--- DATA RECORDS Enclosed Below ---
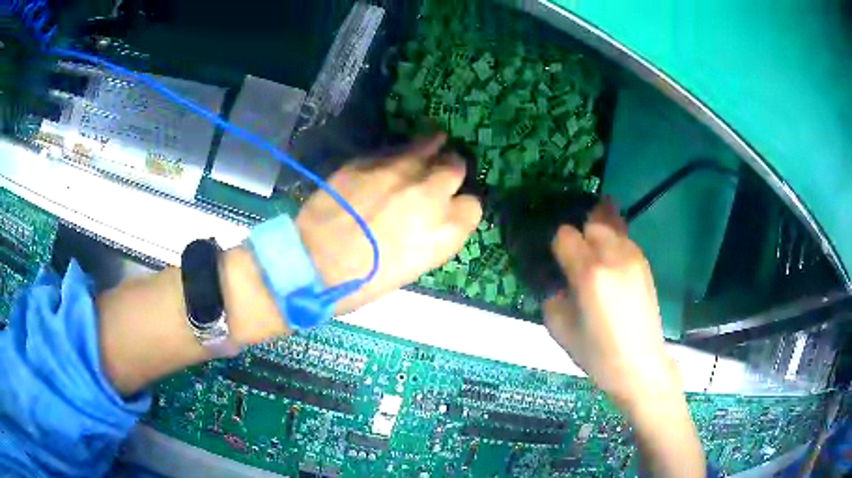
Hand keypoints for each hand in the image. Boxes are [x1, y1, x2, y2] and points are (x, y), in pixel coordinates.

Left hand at [296, 134, 482, 314]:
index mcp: (445, 231)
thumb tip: (431, 217)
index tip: (450, 207)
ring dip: (431, 149)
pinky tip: (396, 157)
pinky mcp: (369, 162)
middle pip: (455, 168)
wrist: (315, 265)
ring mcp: (399, 173)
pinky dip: (400, 152)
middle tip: (437, 176)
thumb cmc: (366, 282)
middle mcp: (430, 195)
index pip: (472, 206)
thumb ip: (432, 236)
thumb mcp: (413, 267)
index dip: (461, 207)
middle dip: (450, 172)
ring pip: (429, 147)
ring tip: (431, 145)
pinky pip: (395, 150)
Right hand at [543, 199, 677, 408]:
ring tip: (595, 264)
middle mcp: (614, 257)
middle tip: (575, 266)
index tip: (557, 265)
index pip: (565, 236)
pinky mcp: (645, 264)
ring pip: (610, 230)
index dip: (558, 248)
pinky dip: (613, 247)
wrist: (640, 365)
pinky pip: (624, 242)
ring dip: (598, 241)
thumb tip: (557, 283)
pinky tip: (611, 269)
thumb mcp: (561, 330)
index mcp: (590, 274)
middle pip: (590, 226)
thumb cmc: (598, 354)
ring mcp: (634, 258)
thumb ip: (553, 298)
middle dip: (579, 240)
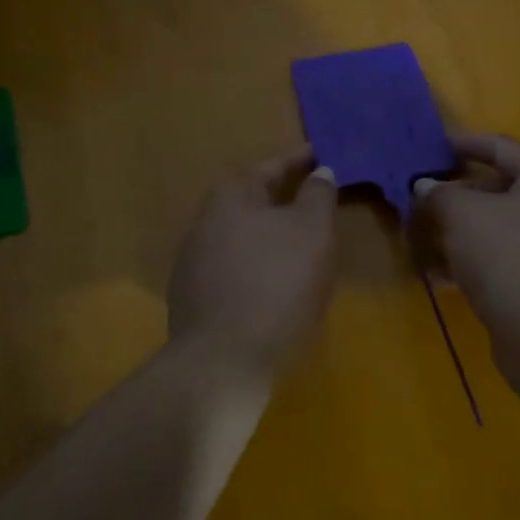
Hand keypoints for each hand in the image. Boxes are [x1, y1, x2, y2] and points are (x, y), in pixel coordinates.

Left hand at [168, 148, 338, 370]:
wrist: (223, 362)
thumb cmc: (276, 285)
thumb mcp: (312, 232)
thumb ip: (318, 195)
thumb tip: (320, 171)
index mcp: (231, 197)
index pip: (272, 167)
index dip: (303, 161)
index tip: (326, 157)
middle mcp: (204, 222)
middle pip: (252, 201)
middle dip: (284, 199)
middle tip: (317, 201)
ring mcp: (193, 262)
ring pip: (242, 237)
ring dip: (270, 236)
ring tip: (301, 245)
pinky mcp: (193, 299)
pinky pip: (234, 269)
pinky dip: (258, 267)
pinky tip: (275, 284)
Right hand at [413, 134, 519, 339]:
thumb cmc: (507, 253)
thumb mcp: (462, 214)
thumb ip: (439, 194)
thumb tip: (425, 187)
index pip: (501, 146)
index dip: (466, 143)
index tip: (434, 146)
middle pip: (498, 191)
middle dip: (456, 194)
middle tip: (421, 197)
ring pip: (495, 230)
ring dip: (458, 232)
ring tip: (422, 238)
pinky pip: (499, 262)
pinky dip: (470, 263)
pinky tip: (439, 277)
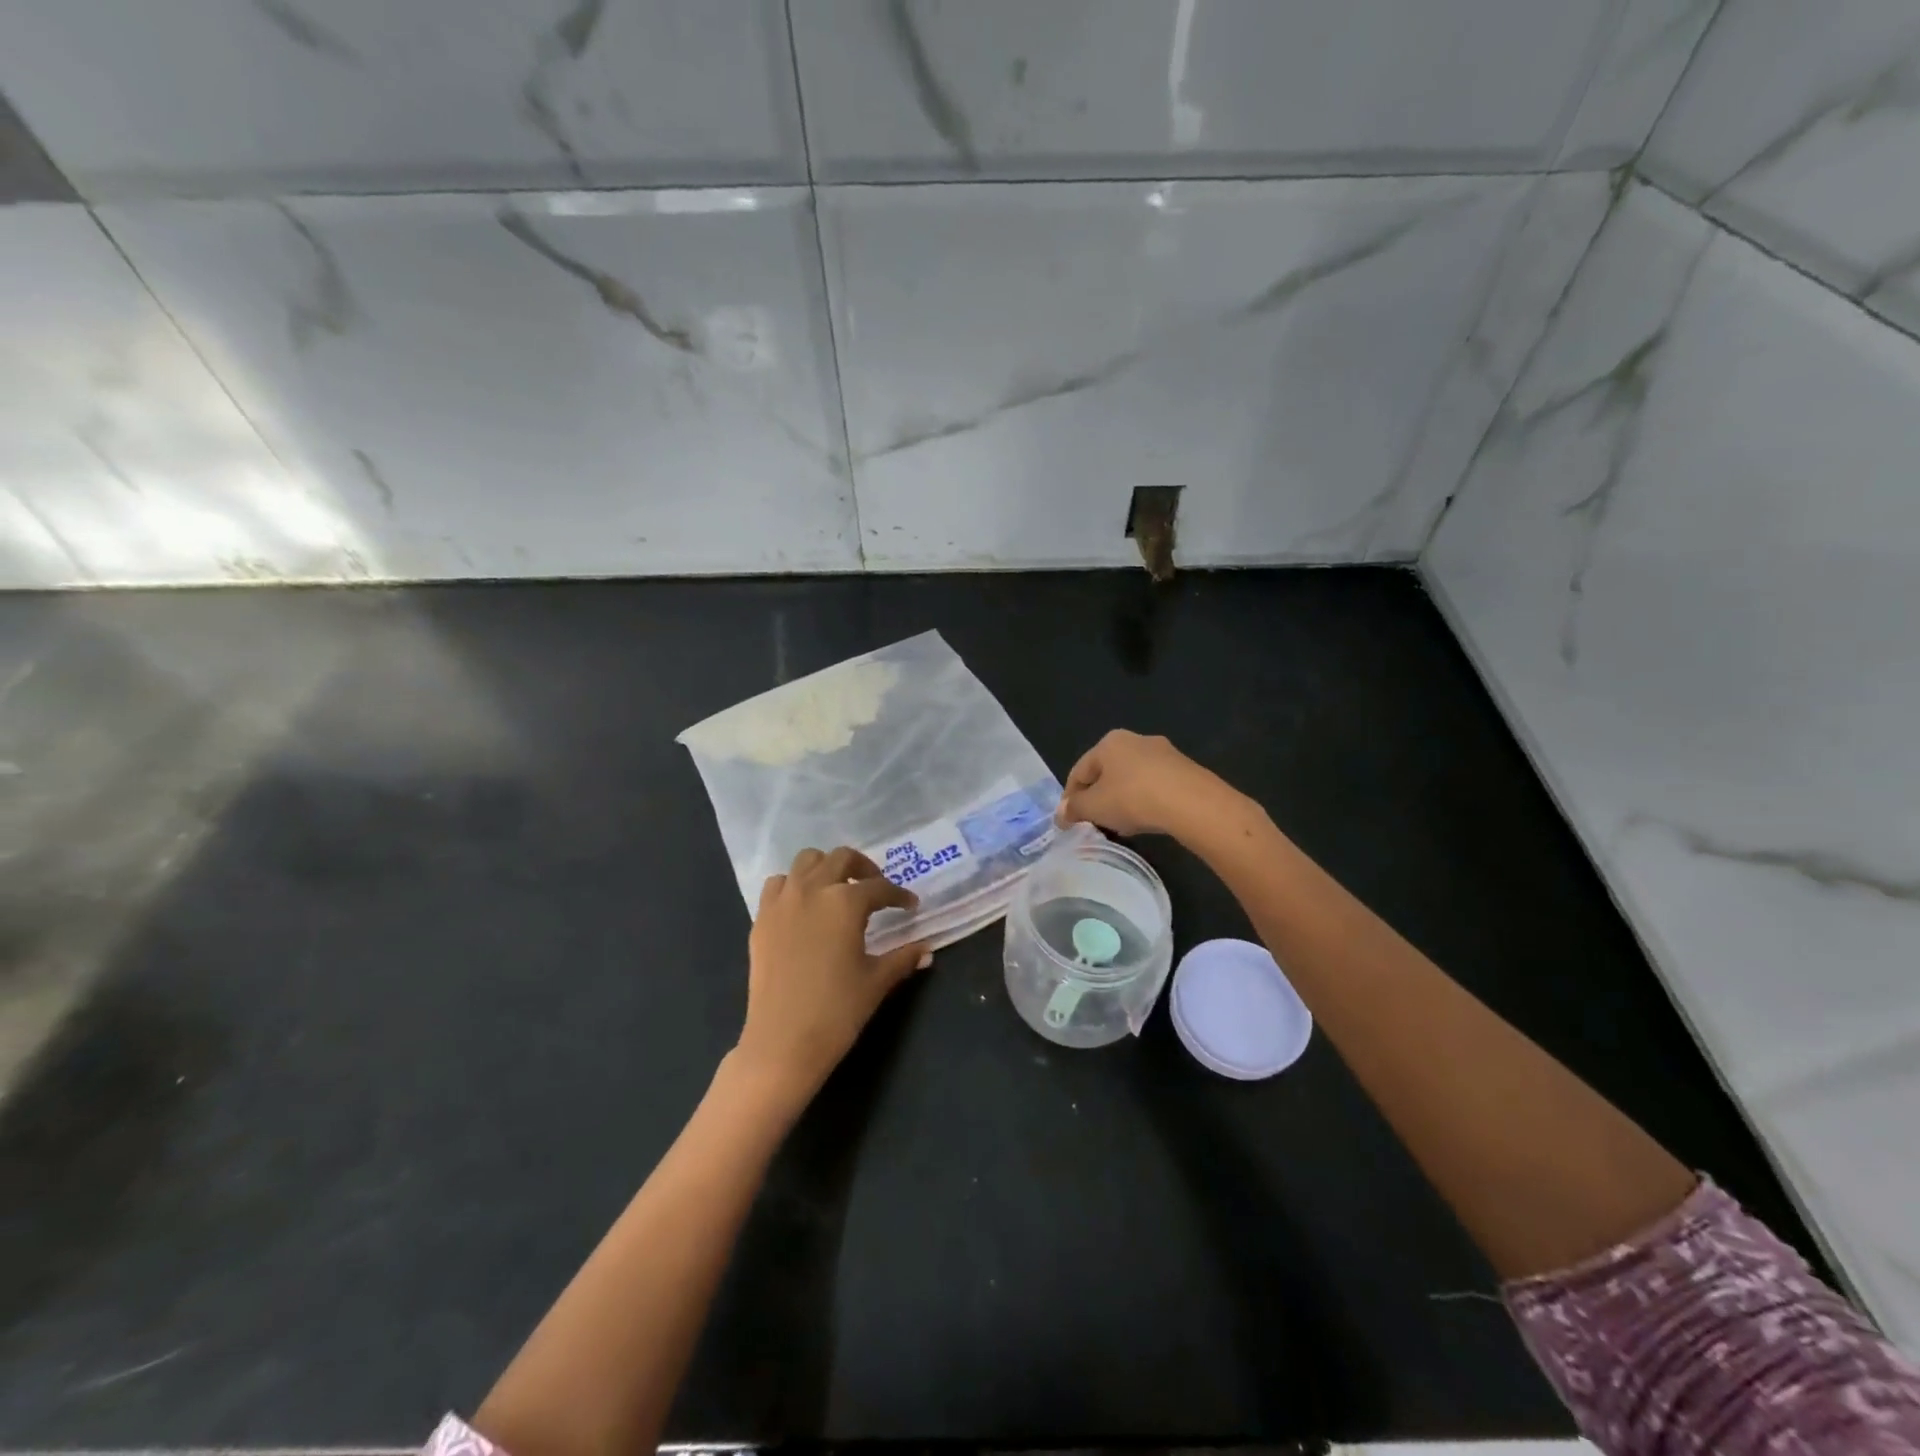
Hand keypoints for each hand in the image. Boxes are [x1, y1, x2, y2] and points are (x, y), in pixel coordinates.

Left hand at [736, 847, 932, 1101]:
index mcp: (846, 902)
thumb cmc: (837, 1011)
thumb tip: (926, 950)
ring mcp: (783, 902)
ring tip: (838, 888)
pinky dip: (794, 885)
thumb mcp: (876, 982)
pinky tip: (804, 906)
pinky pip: (778, 885)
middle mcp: (813, 890)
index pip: (880, 888)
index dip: (898, 895)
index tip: (909, 905)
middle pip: (841, 858)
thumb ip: (903, 958)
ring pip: (806, 861)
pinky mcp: (761, 919)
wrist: (782, 1042)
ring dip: (826, 867)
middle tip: (876, 887)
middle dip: (864, 867)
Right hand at [1055, 730, 1239, 838]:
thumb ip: (1074, 809)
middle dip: (1098, 799)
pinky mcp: (1184, 770)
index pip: (1079, 771)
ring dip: (1121, 801)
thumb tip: (1061, 814)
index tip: (1067, 821)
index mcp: (1108, 742)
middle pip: (1106, 773)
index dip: (1070, 798)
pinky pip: (1154, 786)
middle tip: (1094, 824)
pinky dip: (1145, 802)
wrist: (1191, 803)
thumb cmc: (1132, 798)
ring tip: (1120, 827)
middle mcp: (1135, 740)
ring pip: (1131, 780)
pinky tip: (1146, 821)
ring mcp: (1163, 753)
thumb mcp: (1094, 807)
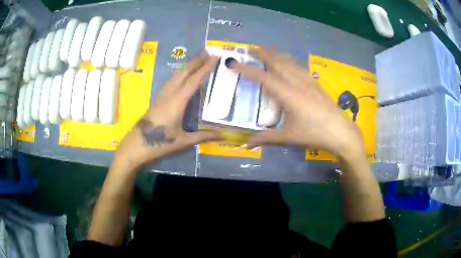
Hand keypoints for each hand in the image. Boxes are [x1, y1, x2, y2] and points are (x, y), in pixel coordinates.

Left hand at [114, 53, 220, 167]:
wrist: (136, 145)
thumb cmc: (160, 143)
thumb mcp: (183, 141)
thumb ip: (203, 135)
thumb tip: (223, 135)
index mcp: (177, 102)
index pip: (194, 81)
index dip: (205, 68)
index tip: (214, 58)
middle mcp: (169, 94)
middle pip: (184, 73)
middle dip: (196, 61)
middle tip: (208, 52)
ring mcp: (162, 95)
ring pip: (176, 75)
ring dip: (188, 66)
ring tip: (198, 59)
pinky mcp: (158, 99)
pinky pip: (171, 81)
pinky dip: (180, 74)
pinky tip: (183, 75)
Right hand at [235, 49, 364, 159]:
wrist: (340, 131)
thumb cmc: (314, 134)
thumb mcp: (289, 137)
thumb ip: (266, 138)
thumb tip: (246, 144)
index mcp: (288, 96)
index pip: (264, 78)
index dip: (248, 70)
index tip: (235, 63)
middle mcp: (297, 83)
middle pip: (278, 63)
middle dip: (262, 54)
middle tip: (250, 49)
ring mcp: (308, 81)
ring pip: (289, 62)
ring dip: (276, 54)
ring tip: (266, 50)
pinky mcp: (315, 83)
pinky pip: (299, 66)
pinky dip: (289, 60)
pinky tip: (288, 60)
--- End of Enclosed DATA RECORDS ---
The answer is the lines above between the line holding "middle mcp: (204, 222)" and the line holding "thumb cmc: (507, 253)", inclusive, each written out exactly, and no others.

--- FINISHED TASK ---
middle mcp: (204, 222)
middle pip: (252, 201)
middle dip: (284, 199)
middle tip: (317, 201)
ring mcp: (193, 262)
ring pip: (242, 237)
ring dip: (270, 236)
ring tip: (301, 245)
pinky mcp: (193, 299)
pinky pip: (234, 269)
pinky dip: (258, 267)
pinky tip: (275, 284)
Right hand at [413, 134, 519, 339]:
thumb cmc: (507, 253)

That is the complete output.